Yoffie Announces Plans To Retire From URJ
Rabbi Eric Yoffie has announced plans to step down from the top organizational post in Reform Judaism, effective in two years.
Yoffie, president of the Union for Reform Judaism, has headed the association of Reform congregations, previously known as the Union of American Hebrew Congregations, since 1996. In terms of members and synagogues, it is the largest religious stream within American Judaism. Yoffie’s announcement came on June 10 at a meeting of the North American board of the URJ, where he presented a series of long-term initiatives relating to education and movement structure. Yoffie will be 65 in June 2012, when he plans to step down.
The announcement of his planned resignation “came out of a desire at this board meeting to project a vision for the future, some fundamental priorities about where the Union needs to be going at this stage,” Yoffie told the Forward. “I recognized that it really didn’t make sense to call on the Union’s leadership to move in this direction, to make these commitments, without answering the question, ‘Well, what about me?’”
The URJ, an umbrella group which claims to represent 1.5 million Jews and more than 920 congregations, is the largest Jewish religious organization in North America. As the URJ’s leader, Yoffie has been outspoken on the Middle East peace process, threats to Israeli security, gun control and the role of the so-called religious right in American politics, among other issues.
In an interview with the Forward, Yoffie said that his overriding priorities during his years on the job have been to strengthen the prayer and education work of the member congregations.
“Ultimately you need to work with congregations to strengthen what they do in those two areas, and that’s the foundation on which everything else is built,” Yoffie said. “I think I learned how complicated they both were, how much work was to be done.”
Yoffie said the Reform movement’s greatest challenge lies in addressing what he described as the gap between its committed members and its less committed members.

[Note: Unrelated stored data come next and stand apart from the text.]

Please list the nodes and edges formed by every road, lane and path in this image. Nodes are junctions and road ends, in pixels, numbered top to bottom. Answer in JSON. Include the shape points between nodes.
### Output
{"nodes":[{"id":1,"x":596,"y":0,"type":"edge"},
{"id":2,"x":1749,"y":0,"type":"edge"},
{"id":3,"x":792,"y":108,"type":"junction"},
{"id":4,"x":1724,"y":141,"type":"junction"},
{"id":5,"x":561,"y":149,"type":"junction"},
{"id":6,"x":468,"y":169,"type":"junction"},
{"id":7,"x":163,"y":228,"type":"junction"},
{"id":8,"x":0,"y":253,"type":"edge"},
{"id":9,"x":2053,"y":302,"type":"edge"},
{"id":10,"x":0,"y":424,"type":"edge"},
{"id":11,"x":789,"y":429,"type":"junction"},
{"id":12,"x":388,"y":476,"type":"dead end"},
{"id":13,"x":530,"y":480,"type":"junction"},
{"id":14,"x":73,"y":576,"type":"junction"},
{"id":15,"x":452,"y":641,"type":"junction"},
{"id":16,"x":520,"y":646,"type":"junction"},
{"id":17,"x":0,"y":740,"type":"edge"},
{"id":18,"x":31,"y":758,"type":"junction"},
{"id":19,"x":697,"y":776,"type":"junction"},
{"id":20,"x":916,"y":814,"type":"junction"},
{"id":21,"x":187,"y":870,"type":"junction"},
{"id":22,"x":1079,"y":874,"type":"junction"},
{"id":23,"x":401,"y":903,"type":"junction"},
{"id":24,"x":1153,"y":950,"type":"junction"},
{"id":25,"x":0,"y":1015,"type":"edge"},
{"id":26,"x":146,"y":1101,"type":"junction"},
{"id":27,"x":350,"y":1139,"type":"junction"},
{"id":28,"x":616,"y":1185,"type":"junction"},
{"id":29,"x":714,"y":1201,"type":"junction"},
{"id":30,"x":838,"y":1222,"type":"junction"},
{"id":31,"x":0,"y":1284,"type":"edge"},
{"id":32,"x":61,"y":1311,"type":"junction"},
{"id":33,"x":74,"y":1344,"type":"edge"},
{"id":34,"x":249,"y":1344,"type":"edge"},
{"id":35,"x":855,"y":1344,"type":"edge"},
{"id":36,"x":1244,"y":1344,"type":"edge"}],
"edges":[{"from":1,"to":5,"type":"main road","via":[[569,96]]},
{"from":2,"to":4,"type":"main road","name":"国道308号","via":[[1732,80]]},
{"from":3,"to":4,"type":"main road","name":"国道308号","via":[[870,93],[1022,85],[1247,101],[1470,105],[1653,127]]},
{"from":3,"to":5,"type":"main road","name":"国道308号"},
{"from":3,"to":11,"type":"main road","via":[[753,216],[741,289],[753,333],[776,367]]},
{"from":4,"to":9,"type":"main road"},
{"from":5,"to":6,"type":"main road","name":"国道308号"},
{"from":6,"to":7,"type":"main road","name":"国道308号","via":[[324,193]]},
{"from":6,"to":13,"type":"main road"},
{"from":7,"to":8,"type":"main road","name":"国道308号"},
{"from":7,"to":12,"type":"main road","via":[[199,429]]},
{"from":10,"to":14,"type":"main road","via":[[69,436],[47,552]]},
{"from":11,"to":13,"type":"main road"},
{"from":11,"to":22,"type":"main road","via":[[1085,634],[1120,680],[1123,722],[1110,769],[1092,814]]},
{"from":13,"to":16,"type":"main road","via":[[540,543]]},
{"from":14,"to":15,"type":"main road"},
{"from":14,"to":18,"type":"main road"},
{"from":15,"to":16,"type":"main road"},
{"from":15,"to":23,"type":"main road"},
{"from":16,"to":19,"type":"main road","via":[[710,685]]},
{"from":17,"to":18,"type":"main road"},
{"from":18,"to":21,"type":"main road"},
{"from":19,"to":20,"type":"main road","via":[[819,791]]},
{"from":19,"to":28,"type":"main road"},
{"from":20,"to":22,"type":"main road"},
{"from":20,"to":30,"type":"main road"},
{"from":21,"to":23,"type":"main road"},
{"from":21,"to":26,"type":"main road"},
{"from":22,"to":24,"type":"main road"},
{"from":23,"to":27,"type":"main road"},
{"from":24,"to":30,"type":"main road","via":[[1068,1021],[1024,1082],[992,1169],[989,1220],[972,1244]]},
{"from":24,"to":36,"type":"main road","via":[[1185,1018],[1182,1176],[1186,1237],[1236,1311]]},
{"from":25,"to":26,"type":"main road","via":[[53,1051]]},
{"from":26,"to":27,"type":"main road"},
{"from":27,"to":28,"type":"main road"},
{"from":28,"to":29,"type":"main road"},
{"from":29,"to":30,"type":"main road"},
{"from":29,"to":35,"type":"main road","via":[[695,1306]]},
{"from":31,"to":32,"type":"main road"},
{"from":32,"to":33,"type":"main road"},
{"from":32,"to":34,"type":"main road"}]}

“It’s that bridge between the committed core… and those who are in the other camps, that’s the great challenge,” Yoffie said. “When you look at Reform Judaism, you have reason to be enormously optimistic when you see the depth of commitment, and on the other hand you can be discouraged because there are those… who seem to have only shallow commitments. That’s the great challenge that we have.”

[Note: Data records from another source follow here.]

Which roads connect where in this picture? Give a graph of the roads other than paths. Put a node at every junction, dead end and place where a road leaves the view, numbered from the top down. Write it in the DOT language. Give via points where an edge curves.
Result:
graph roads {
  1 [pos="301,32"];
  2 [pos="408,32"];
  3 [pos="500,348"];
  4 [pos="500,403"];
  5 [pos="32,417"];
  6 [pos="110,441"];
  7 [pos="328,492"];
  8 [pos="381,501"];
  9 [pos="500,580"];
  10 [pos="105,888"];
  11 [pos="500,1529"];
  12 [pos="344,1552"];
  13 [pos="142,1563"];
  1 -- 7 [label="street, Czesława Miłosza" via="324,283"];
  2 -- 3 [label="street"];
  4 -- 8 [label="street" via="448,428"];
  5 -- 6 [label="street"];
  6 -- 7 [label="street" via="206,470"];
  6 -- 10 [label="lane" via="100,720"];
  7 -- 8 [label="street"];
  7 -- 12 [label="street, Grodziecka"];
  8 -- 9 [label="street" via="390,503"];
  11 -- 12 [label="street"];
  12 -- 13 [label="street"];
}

As for the growing impact of intermarriage among American Jews, Yoffie said that his movement is handling the challenge well. He said that the movement has “not an ounce of regret” for its 1983 decision to consider the children of Jewish fathers and non-Jewish mothers to be Jewish, which represented a break with Jewish tradition.
Regarding studies that have found a lack of affiliation on the part of many children of intermarried couples, Yoffie said, “We’d like to point out that what that means is at a time when there’s an enormous amount of intermarriage, we’re getting a third of these people into synagogues… Imagine if we didn’t have the [patrilineal descent] decision and how many of them would be in any Jewish framework. I suggest it would be far lower.”
In addition to announcing his date of departure at the June URJ board meeting, Yoffie unveiled plans for the establishment of a new Reform movement center in New York, a building that will house Reform movement organizations including the URJ, as well as the movement’s rabbinical association, rabbinical school and pension board.
Yoffie told the Forward that he hadn’t thought much about his post-retirement plans, but said that he hoped to write one or more books. Possible subjects include what he described as “the Israel question,” the “Chabad phenomenon and what it says about North American Jewry,” or a work that would help establish “greater self-definition in the Reform Jewish tradition.”